Avec le Contrat d’engagement jeune (CEJ), l’insertion des 16-25 ans sans emploi ni formation entre dans une nouvelle ère. Au cœur du dispositif lancé en 2022 : 15 à 20 heures hebdomadaires d’activités obligatoires, en échange d’un accompagnement renforcé et d’une allocation pouvant atteindre 562 euros. Pour 300 000 jeunes concernés, dont une majorité suivis par les Missions locales, cette logique marque un tournant : passer d’une aide centrée sur le soutien à une démarche fondée sur l’engagement. Voici le compte-rendu d’une étude réalisée à ce sujet intitulée « Conditionner l’accompagnement à des heures d’activités : le cas du contrat d’engagement jeune » réalisée par le Céreq et le Centre Universitaire de Recherches sur l’Action Publique et le Politique — Épistémologie & Sciences Sociales de l’Université de Picardie.
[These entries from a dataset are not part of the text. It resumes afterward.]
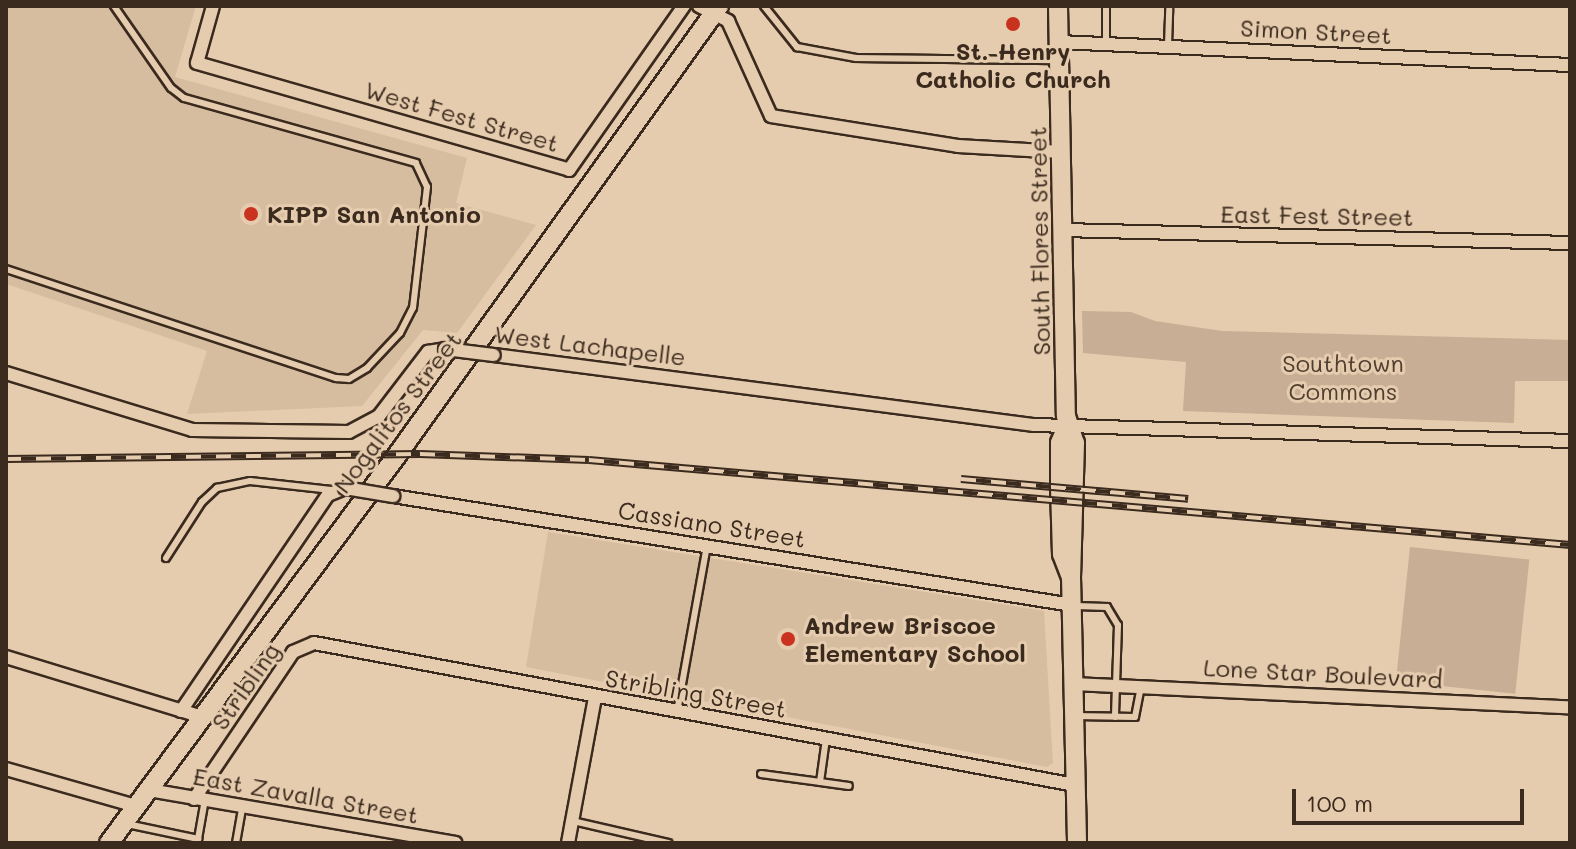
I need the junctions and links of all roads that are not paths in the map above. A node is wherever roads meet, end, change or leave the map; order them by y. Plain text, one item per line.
1 (114, 6) edge
2 (213, 6) edge
3 (684, 6) edge
4 (764, 6) edge
5 (1058, 6) edge
6 (1106, 6) edge
7 (711, 8) edge
8 (1169, 9) dead end
9 (1106, 43) junction
10 (1168, 46) junction
11 (1059, 51) junction
12 (1570, 65) edge
13 (1062, 152) junction
14 (1063, 230) junction
15 (1570, 243) edge
16 (6, 269) edge
17 (6, 373) edge
18 (1067, 427) junction
19 (1570, 441) edge
20 (340, 489) junction
21 (707, 546) junction
22 (166, 558) dead end
23 (1072, 605) junction
24 (309, 644) joint
25 (6, 657) edge
26 (1074, 684) junction
27 (1116, 686) junction
28 (1141, 687) junction
29 (595, 697) junction
30 (1570, 707) edge
31 (181, 711) junction
32 (677, 712) junction
33 (1074, 716) junction
34 (1115, 717) junction
35 (205, 718) junction
36 (826, 739) junction
37 (6, 769) edge
38 (761, 774) dead end
39 (820, 782) junction
40 (1075, 785) junction
41 (849, 786) dead end
42 (149, 790) junction
43 (199, 800) junction
44 (136, 806) junction
45 (242, 808) junction
46 (573, 821) junction
47 (124, 823) junction
48 (410, 839) edge
49 (109, 843) edge
50 (236, 843) edge
51 (451, 843) edge
52 (568, 843) edge
53 (668, 843) edge
54 (1077, 843) edge

1 - 16 lane
2 - 3 street, West Fest Street
4 - 11 lane
5 - 11 main road, South Flores Street
6 - 9 lane
7 - 13 street
7 - 35 main road, Nogalitos Street
8 - 10 lane
9 - 10 street, Simon Street
9 - 11 street, Simon Street
10 - 12 street, Simon Street
11 - 13 main road, South Flores Street
13 - 14 main road, South Flores Street
14 - 15 street, East Fest Street
14 - 18 main road, South Flores Street
17 - 18 street, West Lachapelle, bridge
18 - 19 street, West Lachapelle
18 - 23 main road, South Flores Street
20 - 21 street, Cassiano Street, bridge
20 - 22 lane
20 - 31 street, Nogalitos Street
21 - 23 street, Cassiano Street
21 - 32 lane
23 - 26 main road, South Flores Street
23 - 27 lane
24 - 29 street, Stribling Street
24 - 43 street, Stribling
25 - 31 street
26 - 27 street, Lone Star Boulevard
26 - 33 main road, South Flores Street
27 - 28 street, Lone Star Boulevard
27 - 34 lane
28 - 30 street, Lone Star Boulevard
28 - 34 lane
29 - 32 street, Stribling Street
29 - 46 street
31 - 35 street
32 - 36 street, Stribling Street
33 - 34 lane
33 - 40 main road, South Flores Street
35 - 42 main road, Nogalitos Street
36 - 39 lane
36 - 40 street, Stribling Street
37 - 44 street
38 - 39 lane
39 - 41 lane
40 - 54 main road, South Flores Street
42 - 43 street, East Zavalla Street
42 - 44 main road, Nogalitos Street
43 - 45 street, East Zavalla Street
43 - 47 lane
44 - 47 main road, Nogalitos Street
45 - 48 street, East Zavalla Street
45 - 50 lane
46 - 52 street
46 - 53 lane
47 - 49 main road, Nogalitos Street
48 - 51 street, East Zavalla Street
Cette obligation, inspirée de politiques scandinaves, vise à responsabiliser et à intensifier l’accompagnement. Mais sur le terrain, son application se révèle hétérogène. Selon les territoires et les offres locales, les heures validées vont des démarches personnelles (candidatures, recherches de formation) aux ateliers collectifs, en passant par les entretiens avec les conseillères. Ces dernières interprètent la règle de façon plus ou moins souple, intégrant parfois des actions plus larges, comme la préparation du permis ou des rendez-vous indispensables à la stabilisation du jeune.
Cette nouvelle exigence transforme profondément la relation d’accompagnement. Elle crée un effet de sélection à l’entrée, où motivation et autonomie deviennent déterminantes, et alourdit la charge administrative des conseillères, désormais sommées de comptabiliser chaque heure. Pour certains jeunes, la co-production constante de preuves d’activité peut paraître intrusive, voire décourageante lorsque les candidatures se multiplient sans retour.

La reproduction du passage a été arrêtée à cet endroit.